Lo más fascinante de este caso es que la decisión de las compañías fue positiva, tanto para sus clientes —las “swifties”— como para ellas mismas. Porque, al final del día, la vieja teoría del tricentenario Adam Smith volvió a estar en lo cierto, una vez más. Las aerolíneas solo persiguieron su interés particular —en este caso, leyendo correctamente que el beneficio para su imagen pública sería mucho mayor que el costo de reprogramar una decena de vuelos—, y tomaron la inusual medida de no cobrar por algo que siempre cobran.
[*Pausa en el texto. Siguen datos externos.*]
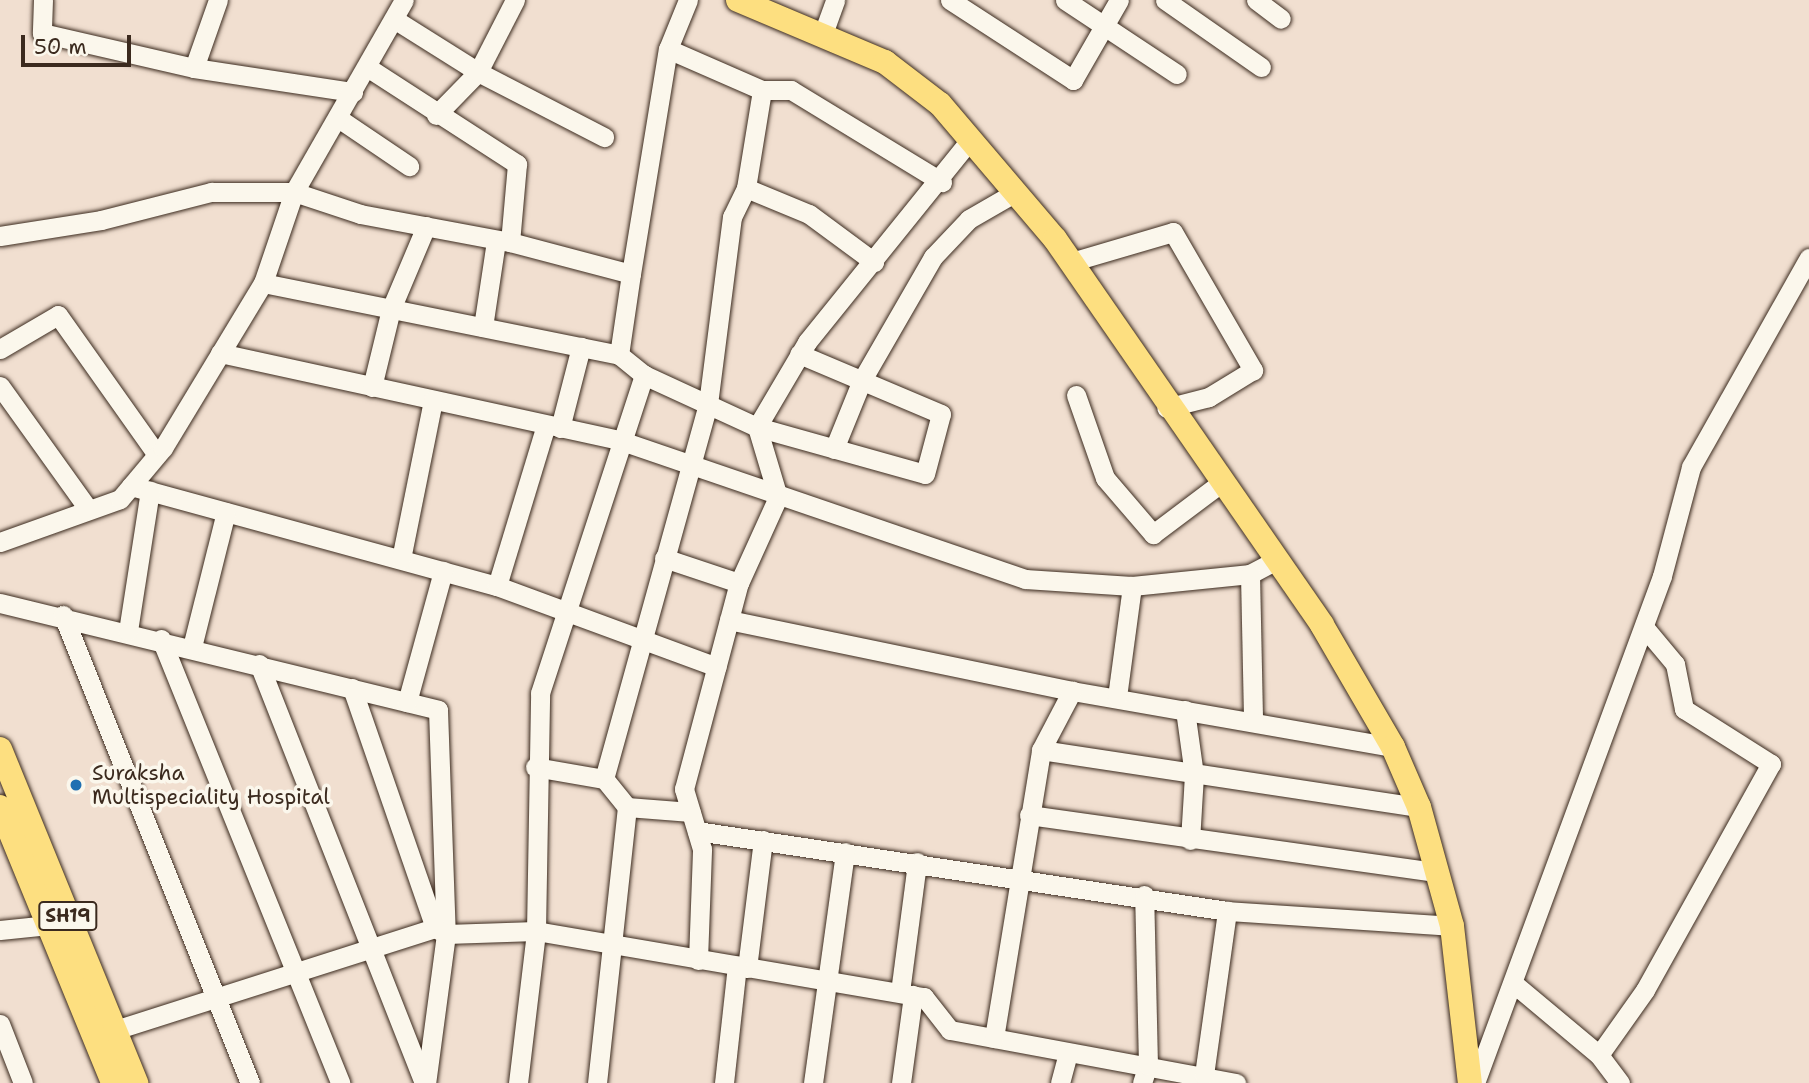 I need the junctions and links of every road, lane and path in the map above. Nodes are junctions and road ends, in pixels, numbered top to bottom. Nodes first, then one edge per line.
1 (43, 0) edge
2 (218, 0) edge
3 (404, 0) edge
4 (514, 0) edge
5 (688, 0) edge
6 (738, 0) edge
7 (835, 0) edge
8 (950, 0) edge
9 (1065, 0) edge
10 (1119, 0) edge
11 (1165, 0) edge
12 (1256, 0) edge
13 (394, 19) junction
14 (1281, 19) dead end
15 (1107, 28) junction
16 (824, 31) junction
17 (668, 49) junction
18 (367, 67) junction
19 (1261, 67) dead end
20 (194, 68) junction
21 (478, 72) junction
22 (1177, 74) dead end
23 (762, 90) junction
24 (353, 92) junction
25 (436, 116) junction
26 (338, 118) junction
27 (604, 137) dead end
28 (970, 140) junction
29 (409, 166) dead end
30 (942, 182) junction
31 (746, 188) junction
32 (293, 192) junction
33 (1016, 192) junction
34 (426, 226) junction
35 (0, 236) edge
36 (503, 242) junction
37 (1809, 258) edge
38 (874, 262) junction
39 (1070, 262) junction
40 (631, 274) junction
41 (263, 283) junction
42 (391, 309) junction
43 (483, 327) junction
44 (581, 347) junction
45 (0, 349) edge
46 (220, 353) junction
47 (800, 354) junction
48 (619, 355) junction
49 (644, 375) junction
50 (862, 380) junction
51 (0, 386) edge
52 (372, 387) junction
53 (1076, 395) dead end
54 (433, 400) junction
55 (708, 404) junction
56 (1166, 408) junction
57 (553, 426) junction
58 (757, 427) junction
59 (622, 441) junction
60 (834, 449) junction
61 (157, 455) junction
62 (691, 466) junction
63 (1221, 483) junction
64 (141, 488) junction
65 (778, 497) junction
66 (86, 506) junction
67 (226, 512) junction
68 (0, 542) edge
69 (664, 558) junction
70 (401, 559) junction
71 (1274, 561) junction
72 (443, 571) junction
73 (1250, 574) junction
74 (739, 583) junction
75 (497, 586) junction
76 (1132, 586) junction
77 (0, 603) edge
78 (63, 615) junction
79 (565, 615) junction
80 (729, 620) junction
81 (1644, 627) junction
82 (128, 631) junction
83 (642, 636) junction
84 (161, 639) junction
85 (191, 647) junction
86 (259, 664) junction
87 (717, 667) junction
88 (352, 688) junction
89 (1072, 691) junction
90 (1118, 697) junction
91 (407, 702) junction
92 (1185, 710) junction
93 (1254, 718) junction
94 (1393, 747) junction
95 (0, 748) edge
96 (1041, 750) junction
97 (535, 767) junction
98 (1195, 775) junction
99 (604, 779) junction
100 (0, 807) edge
101 (627, 807) junction
102 (1419, 807) junction
103 (1029, 815) junction
104 (694, 822) junction
105 (763, 840) junction
106 (1190, 840) junction
107 (845, 852) junction
108 (917, 862) junction
109 (1436, 872) junction
110 (1017, 877) junction
111 (1144, 895) junction
112 (1227, 911) junction
113 (49, 925) junction
114 (1452, 926) junction
115 (0, 930) edge
116 (441, 931) junction
117 (537, 931) junction
118 (611, 946) junction
119 (372, 951) junction
120 (698, 960) junction
121 (742, 967) junction
122 (295, 975) junction
123 (826, 979) junction
124 (1513, 983) junction
125 (906, 993) junction
126 (216, 998) junction
127 (0, 1024) edge
128 (115, 1030) junction
129 (993, 1038) junction
130 (1068, 1053) junction
131 (1599, 1055) junction
132 (1145, 1074) edge
133 (1207, 1079) edge
134 (23, 1083) edge
135 (113, 1083) edge
136 (136, 1083) edge
137 (250, 1083) edge
138 (340, 1083) edge
139 (425, 1083) edge
140 (518, 1083) edge
141 (597, 1083) edge
142 (724, 1083) edge
143 (813, 1083) edge
144 (901, 1083) edge
145 (1060, 1083) edge
146 (1236, 1083) edge
147 (1470, 1083) edge
148 (1475, 1083) edge
149 (1620, 1083) edge

1 - 20 street
2 - 20 street
3 - 13 street
4 - 21 street
5 - 17 street
6 - 16 main road
7 - 16 street
8 - 15 street
9 - 15 street
10 - 15 street
11 - 19 street
12 - 14 street
13 - 18 street
13 - 21 street
15 - 22 street
16 - 28 main road
17 - 23 street
17 - 40 street
18 - 24 street
18 - 25 street
20 - 24 street
21 - 25 street
21 - 27 street
23 - 30 street
23 - 31 street
24 - 26 street
25 - 36 street
26 - 29 street
26 - 32 street
28 - 30 street
28 - 33 main road
30 - 38 street
31 - 38 street
31 - 55 street
32 - 34 street
32 - 35 street
32 - 41 street
33 - 39 main road
33 - 50 street
34 - 36 street
34 - 42 street
36 - 40 street
36 - 43 street
37 - 81 street
38 - 47 street
39 - 56 main road
39 - 56 street
40 - 48 street
41 - 42 street
41 - 46 street
42 - 43 street
42 - 52 street
43 - 44 street
44 - 48 street
44 - 57 street
45 - 61 street
46 - 52 street
46 - 61 street
47 - 50 street
47 - 58 street
48 - 49 street
49 - 55 street
49 - 59 street
50 - 60 street
50 - 60 street
51 - 66 street
52 - 54 street
53 - 63 street
54 - 57 street
54 - 70 street
55 - 58 street
55 - 62 street
56 - 63 main road
57 - 59 street
57 - 75 street
58 - 60 street
58 - 65 street
59 - 62 street
59 - 79 street
61 - 64 street
62 - 65 street
62 - 69 street
63 - 71 main road
64 - 66 street
64 - 67 street
64 - 82 street
65 - 74 street
65 - 76 street
66 - 68 street
67 - 70 street
67 - 85 street
69 - 74 street
69 - 83 street
70 - 72 street
71 - 73 street
71 - 94 main road
72 - 75 street
72 - 91 street
73 - 76 street
73 - 93 street
74 - 80 street
75 - 79 street
76 - 90 street
77 - 78 street
78 - 82 street
78 - 126 street
79 - 83 street
79 - 97 street
80 - 87 street
80 - 89 street
81 - 124 street
81 - 131 street
82 - 84 street
83 - 87 street
83 - 99 street
84 - 85 street
84 - 122 street
85 - 86 street
86 - 88 street
86 - 119 street
87 - 104 street
88 - 91 street
88 - 116 street
89 - 90 street
89 - 96 street
90 - 92 street
91 - 116 street
92 - 93 street
92 - 98 street
93 - 94 street
94 - 102 main road
95 - 128 main road, SH19
96 - 98 street
96 - 103 street
97 - 99 street
97 - 117 street
98 - 102 street
98 - 106 street
99 - 101 street
100 - 113 main road, SH19
101 - 104 street
101 - 118 street
102 - 109 main road
103 - 106 street
103 - 110 street
104 - 105 street
104 - 120 street
105 - 107 street
105 - 121 street
106 - 109 street
107 - 108 street
107 - 123 street
108 - 110 street
108 - 125 street
109 - 114 main road
110 - 111 street
110 - 129 street
111 - 112 street
111 - 132 street
112 - 114 street
112 - 133 street
113 - 115 street
113 - 135 main road, SH19
114 - 147 main road
116 - 117 street
116 - 119 street
116 - 139 street
117 - 118 street
117 - 140 street
118 - 120 street
118 - 141 street
119 - 122 street
119 - 139 street
120 - 121 street
121 - 123 street
121 - 142 street
122 - 126 street
122 - 138 street
123 - 125 street
123 - 143 street
124 - 131 street
124 - 148 street
125 - 129 street
125 - 144 street
126 - 128 street
126 - 137 street
127 - 134 street
128 - 136 main road, SH19
129 - 130 street
130 - 132 street
130 - 145 street
131 - 149 street
132 - 133 street
133 - 146 street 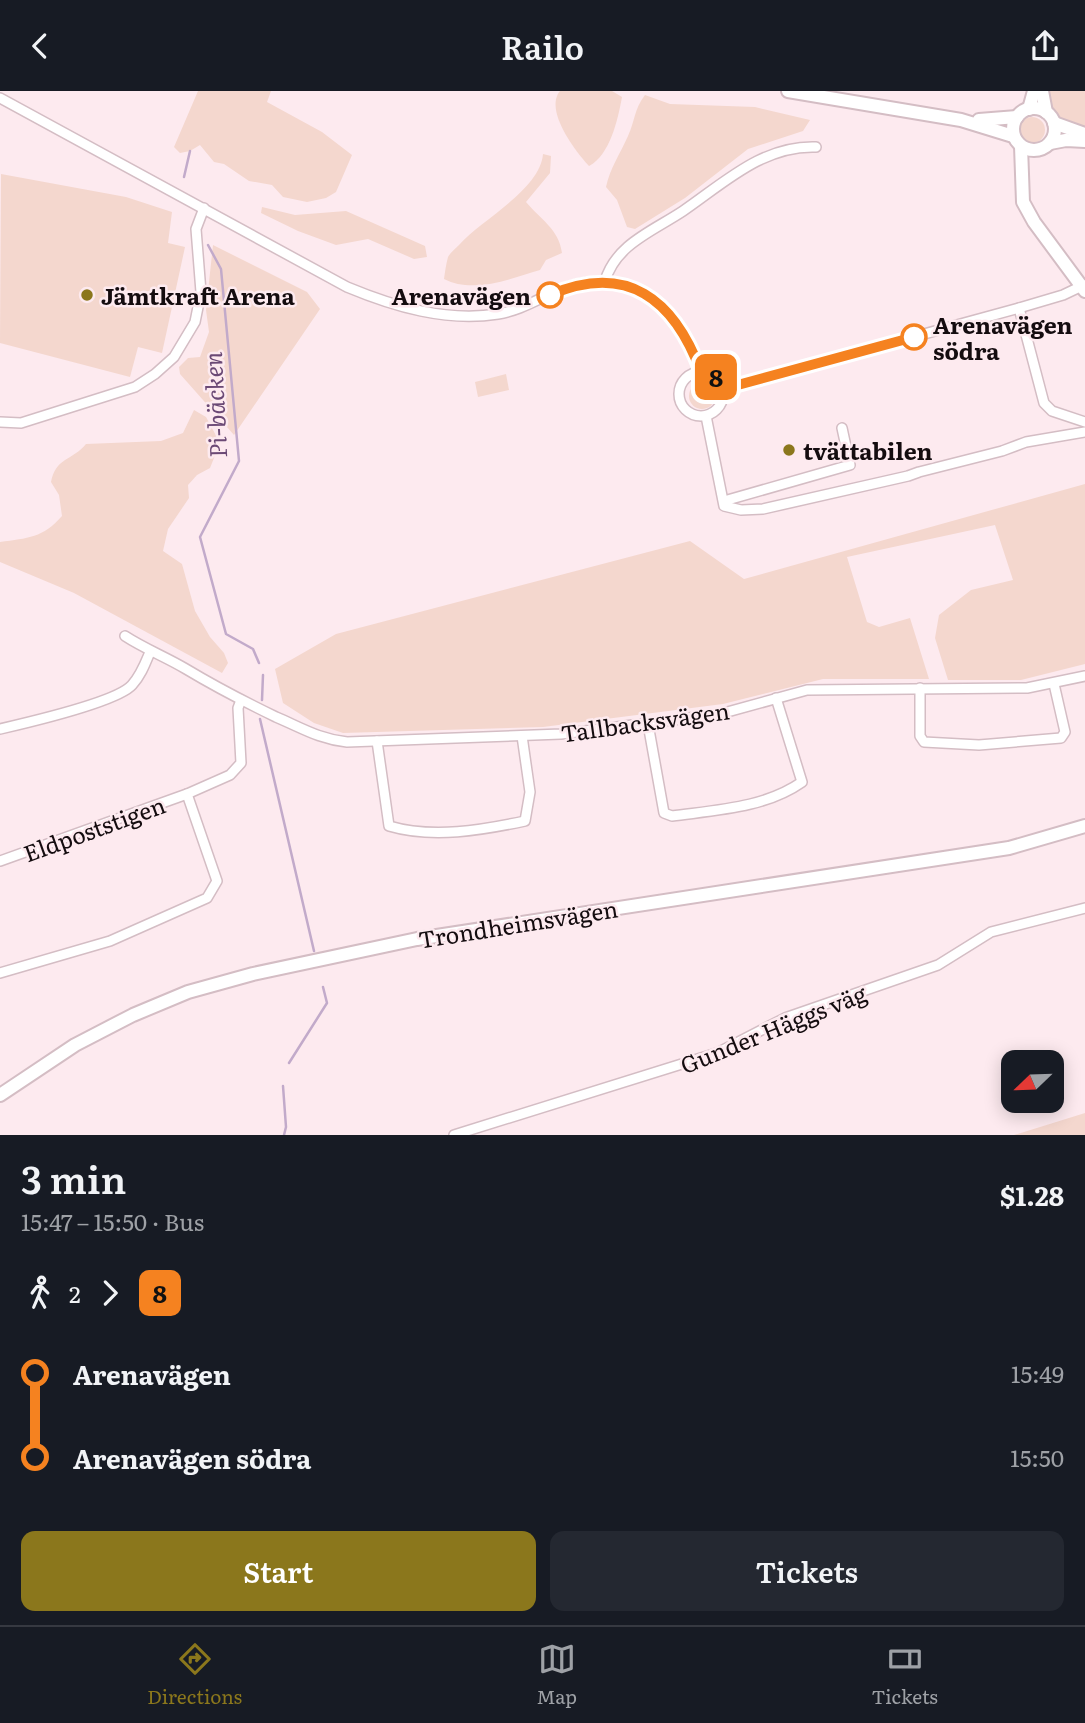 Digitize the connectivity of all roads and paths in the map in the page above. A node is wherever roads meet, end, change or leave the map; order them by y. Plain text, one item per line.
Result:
1 (788, 91) edge
2 (1034, 91) edge
3 (1042, 91) edge
4 (858, 96) edge
5 (0, 97) edge
6 (1029, 109) junction
7 (1046, 112) junction
8 (1017, 117) junction
9 (965, 121) junction
10 (1054, 123) junction
11 (1085, 134) edge
12 (1017, 141) junction
13 (1085, 141) edge
14 (1050, 143) junction
15 (816, 146) dead end
16 (1038, 150) junction
17 (1023, 176) junction
18 (204, 208) junction
19 (605, 281) junction
20 (1084, 287) edge
21 (1019, 309) junction
22 (701, 372) junction
23 (723, 389) junction
24 (706, 416) junction
25 (0, 422) edge
26 (1085, 422) edge
27 (842, 428) dead end
28 (1085, 432) edge
29 (723, 497) junction
30 (125, 636) dead end
31 (150, 652) junction
32 (1085, 676) edge
33 (1054, 684) junction
34 (920, 688) junction
35 (776, 698) junction
36 (239, 704) junction
37 (648, 725) junction
38 (0, 729) edge
39 (522, 736) junction
40 (377, 741) junction
41 (187, 794) junction
42 (1085, 826) edge
43 (1063, 834) junction
44 (1085, 836) edge
45 (0, 861) edge
46 (1085, 908) edge
47 (0, 973) edge
48 (0, 1095) edge
49 (454, 1135) edge

1 - 4 main road
2 - 6 main road
3 - 7 main road
4 - 9 main road
5 - 18 street
6 - 7 main road
6 - 8 main road
7 - 10 main road
8 - 9 main road
8 - 12 main road
9 - 12 main road
10 - 11 main road
10 - 14 main road
12 - 16 main road
12 - 17 main road
13 - 14 main road
14 - 16 main road
15 - 19 street
16 - 17 main road
17 - 20 main road
18 - 19 street
18 - 25 street
19 - 22 street
20 - 21 street
21 - 23 street
21 - 26 street
22 - 23 street
22 - 24 street
23 - 24 street
24 - 29 street
27 - 29 street
28 - 29 street
30 - 31 street, Tallbacksvägen
31 - 36 street, Tallbacksvägen
31 - 38 street
32 - 33 street, Tallbacksvägen
33 - 34 street, Tallbacksvägen
33 - 34 street
34 - 35 street, Tallbacksvägen
35 - 37 street, Tallbacksvägen
35 - 37 street
36 - 40 street, Tallbacksvägen
36 - 41 street, Eldpoststigen
37 - 39 street, Tallbacksvägen
39 - 40 street, Tallbacksvägen
39 - 40 street
41 - 45 street, Eldpoststigen
41 - 47 street, Eldpoststigen
42 - 43 main road, Trondheimsvägen
43 - 44 main road, Trondheimsvägen
43 - 48 main road, Trondheimsvägen
46 - 49 street, Gunder Häggs väg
Al final, el beneficio para el mercado fue completo: ganaron las empresas y ganaron los clientes. Y una de las “swifties” lo graficó genialmente con un párrafo de Blank Space, uno de los mayores éxitos de la cantante estadounidense: “Me muero por ver cómo termina esto. Toma tu pasaporte y mi mano. Puedo hacer que los malos sean buenos por un fin de semana”.